Beartown tells the story of a small hockey town on the edge of a forest. As the book frequently says, “Bears shit in the forest. Everyone else shits on Beartown.” The only thing that keeps Beartown going is the hockey club. And when all the work that was put in to the club by each member of the community is about to come to fruition, something happens to put everything they’ve worked so hard for in jeopardy. The community response is, understandably, very strong. And as the drama unfolds, the few who choose to risk it all for what’s right face losing their entire support system.

The character development in this book is strong. In my opinion, this is both its strength and its weakness. The first time I picked it up, I found the narration to be a little heavy handed. The tone was almost prophetic in its third person omniscient style. There was a lot of foreshadowing of how a character would act based on their pure and unchangeable personal definition — which irked me since I tend to favor more dynamic characters. At first I found this to be on the telling-not-showing side of things, and was a little frustrated by the style. Honestly, that is why, after only reading forty pages, I returned it to the library without a second thought.

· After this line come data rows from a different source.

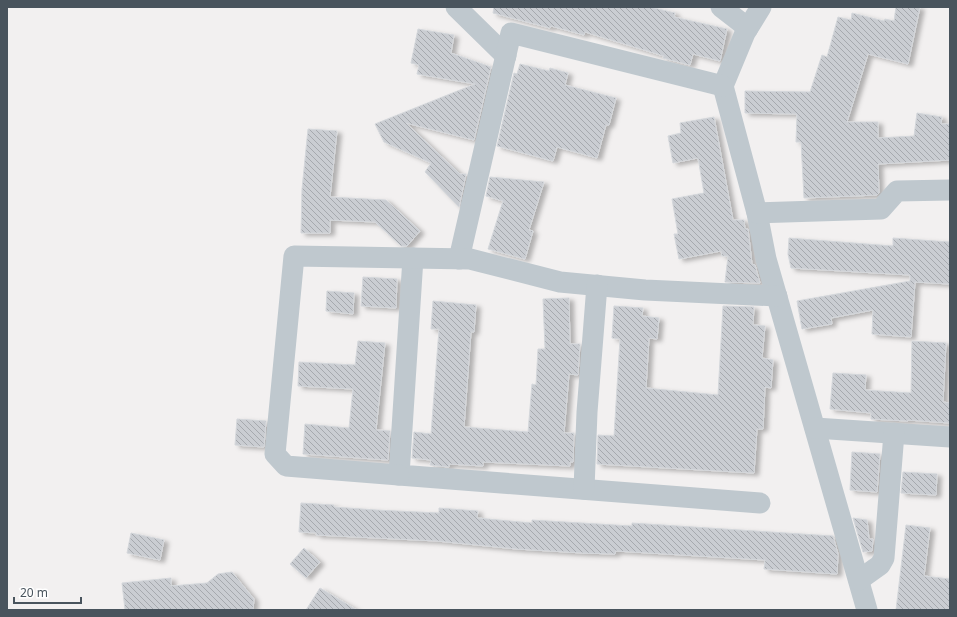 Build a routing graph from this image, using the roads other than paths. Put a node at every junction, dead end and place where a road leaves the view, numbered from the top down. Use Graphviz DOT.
graph roads {
  1 [pos="456,7"];
  2 [pos="721,7"];
  3 [pos="760,7"];
  4 [pos="748,28"];
  5 [pos="506,56"];
  6 [pos="723,86"];
  7 [pos="950,190"];
  8 [pos="757,213"];
  9 [pos="413,258"];
  10 [pos="459,259"];
  11 [pos="597,285"];
  12 [pos="777,296"];
  13 [pos="815,428"];
  14 [pos="894,433"];
  15 [pos="950,437"];
  16 [pos="399,475"];
  17 [pos="584,489"];
  18 [pos="760,503"];
  19 [pos="859,580"];
  20 [pos="867,610"];
  1 -- 5 [label="street"];
  2 -- 4 [label="street"];
  3 -- 4 [label="street"];
  4 -- 6 [label="street"];
  5 -- 6 [label="street"];
  5 -- 10 [label="street"];
  6 -- 8 [label="street"];
  7 -- 8 [label="street"];
  8 -- 12 [label="street"];
  9 -- 10 [label="street"];
  9 -- 16 [label="street"];
  9 -- 16 [label="street"];
  10 -- 11 [label="street"];
  11 -- 12 [label="street"];
  11 -- 17 [label="street"];
  12 -- 13 [label="street"];
  13 -- 14 [label="street"];
  13 -- 19 [label="street"];
  14 -- 15 [label="street"];
  14 -- 19 [label="street"];
  16 -- 17 [label="street"];
  17 -- 18 [label="street"];
  19 -- 20 [label="street"];
} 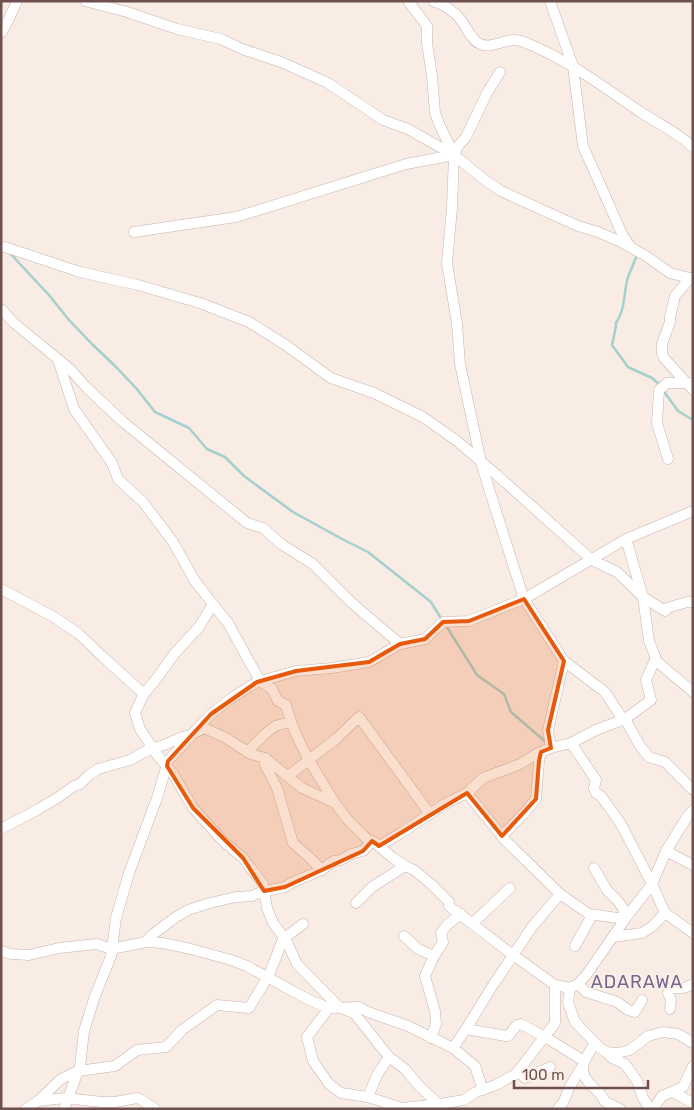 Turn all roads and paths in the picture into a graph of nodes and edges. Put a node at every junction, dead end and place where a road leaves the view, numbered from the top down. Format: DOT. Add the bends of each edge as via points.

However, all the character development in the exposition, comes full circle after the main event, because faced with such strong personal dilemmas, each person is forced to look inside themselves to pick a side. As the reader, you’re already inside of each character’s head, and are able to dive even deeper in to the conflict with that knowledge in tow.

Without getting in to any of the details, I thought the ending was really well done —  for a trilogy. I have SO many questions, but got enough closure to wait a month for the next installment to be released! (Us Against You comes out on June 5th!)